WHAT: The National Museum of American History will host a special preview of the “American
Enterprise” exhibition, followed by a naturalization ceremony and presentation of the James
Smithson Bicentennial Medal to Sebastian Thrun, founder and CEO of online education
WHEN: Thursday, June 11
9 a.m. (tour of exhibition: 9 a.m. to 11 a.m.)
11:30 a.m. (naturalization ceremony and medal presentation)
WHERE: Smithsonian’s National Museum of American History
Constitution Avenue N.W. between 12th and 14th streets
WHO: Al Horvath, Acting Secretary, Smithsonian (naturalization ceremony only)
John Gray, director, National Museum of American History
Sebastian Thrun, founder and CEO, Udacity (ceremony only)
León Rodríguez, director, U.S. Citizenship and Immigration Services (ceremony only)
The National Museum of American History will host a special preview tour of the Mars Hall of American Business with the “American Enterprise” exhibition and the Wallace H. Coulter Performance Plaza and SC Johnson Conference Center.
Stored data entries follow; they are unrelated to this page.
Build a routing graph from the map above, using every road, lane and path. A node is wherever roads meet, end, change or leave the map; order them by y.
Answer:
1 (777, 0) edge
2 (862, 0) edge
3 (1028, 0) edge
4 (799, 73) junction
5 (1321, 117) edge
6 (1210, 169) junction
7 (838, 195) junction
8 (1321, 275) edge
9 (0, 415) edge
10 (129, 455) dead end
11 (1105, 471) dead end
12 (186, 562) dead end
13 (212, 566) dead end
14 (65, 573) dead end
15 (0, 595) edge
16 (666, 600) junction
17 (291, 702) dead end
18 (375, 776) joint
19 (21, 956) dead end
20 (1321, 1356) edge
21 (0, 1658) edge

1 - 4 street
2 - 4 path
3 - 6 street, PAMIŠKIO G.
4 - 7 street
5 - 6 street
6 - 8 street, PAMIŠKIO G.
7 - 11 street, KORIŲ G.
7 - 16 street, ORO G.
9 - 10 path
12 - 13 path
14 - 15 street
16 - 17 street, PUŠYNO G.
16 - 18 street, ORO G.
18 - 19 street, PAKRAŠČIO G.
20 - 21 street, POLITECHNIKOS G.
This is the first look at this exhibition and the educational program spaces that open to the public July 1. Opening in the museum’s new Innovation Wing, “American Enterprise” chronicles the tumultuous interaction of capitalism and democracy that resulted in the continuous remaking of American business—and American life.
The museum, in partnership with U.S. Citizenship and Immigration Services, will host a naturalization ceremony. Fifteen applicants representing 15 countries will receive certificates of naturalization and become citizens.
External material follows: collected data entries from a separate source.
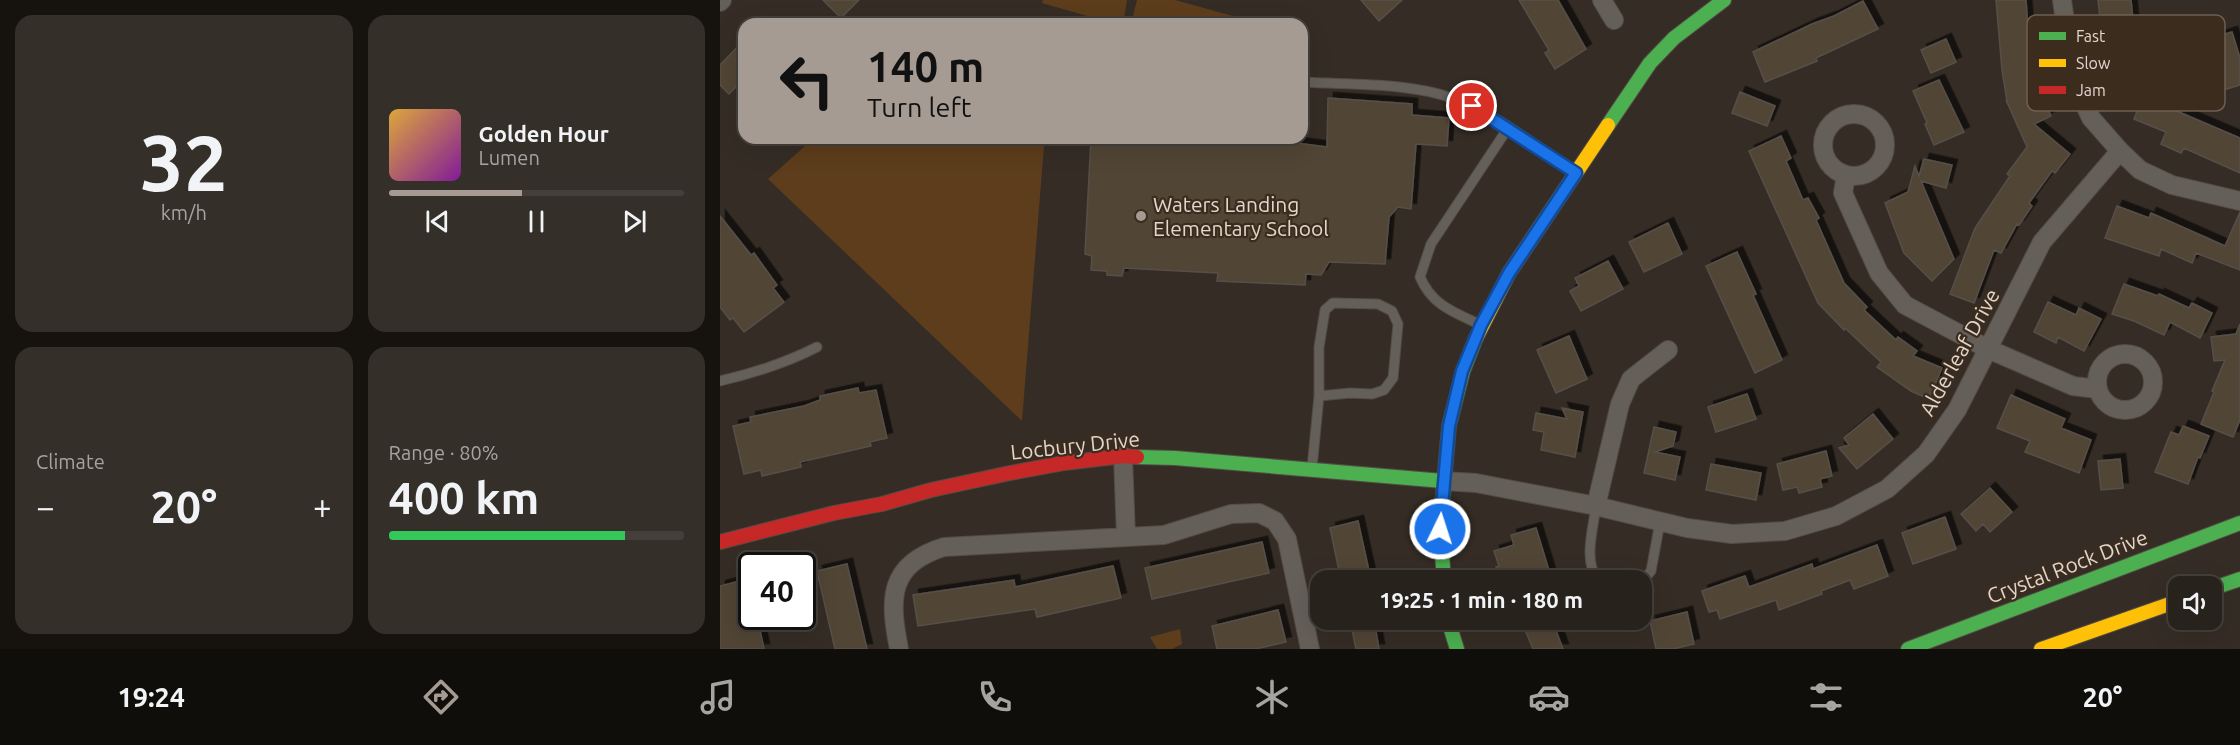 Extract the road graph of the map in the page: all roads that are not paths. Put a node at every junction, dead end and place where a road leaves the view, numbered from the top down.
1 (1602, 0) edge
2 (1724, 0) edge
3 (2062, 0) edge
4 (2064, 15) edge
5 (1614, 20) dead end
6 (1308, 82) edge
7 (2088, 111) edge
8 (1508, 128) junction
9 (2120, 151) junction
10 (1576, 173) junction
11 (1846, 175) dead end
12 (2240, 201) edge
13 (1481, 325) junction
14 (817, 347) dead end
15 (1988, 349) junction
16 (1668, 350) dead end
17 (720, 381) edge
18 (2098, 390) dead end
19 (1319, 396) junction
20 (1123, 456) junction
21 (1311, 469) junction
22 (1443, 480) junction
23 (1596, 506) junction
24 (1660, 522) junction
25 (2240, 523) edge
26 (1126, 537) junction
27 (720, 542) edge
28 (1443, 570) edge
29 (1591, 570) edge
30 (1651, 570) edge
31 (2240, 579) edge
32 (2222, 585) edge
33 (2168, 605) edge
34 (1451, 630) edge
35 (899, 649) edge
36 (1310, 649) edge
37 (1457, 649) edge
38 (1908, 649) edge
39 (2041, 649) edge

1 - 5 street
2 - 10 street
3 - 4 street
6 - 8 lane
7 - 9 street
8 - 10 lane
8 - 13 lane
9 - 12 street
9 - 15 street, Alderleaf Drive
10 - 13 street
11 - 15 street
13 - 22 street
14 - 17 lane
15 - 18 street
15 - 24 street, Alderleaf Drive
16 - 23 street
19 - 19 lane
19 - 21 lane
20 - 21 street, Locbury Drive
20 - 26 street
20 - 27 street, Locbury Drive
21 - 22 street, Locbury Drive
22 - 23 street, Alderleaf Drive
22 - 28 street
23 - 24 street, Alderleaf Drive
23 - 29 lane
24 - 30 lane
25 - 38 street, Crystal Rock Drive
26 - 35 street
26 - 36 street
31 - 32 street
33 - 39 street
34 - 37 street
The Smithsonian will recognize innovation in the global marketplace with the presentation of the James Smithson Bicentennial Medal to American business innovator Sebastian Thrun. Thrun, a naturalized American citizen, has shown how new ideas can revolutionize the world through his achievements at Stanford University, Google and Udacity.
Note: Music and seminars related to innovation will be presented throughout the day, including indie pop band Haerts, the U.S. Air Force’s Strolling Strings and Washington, D.C.’s own Team Familiar.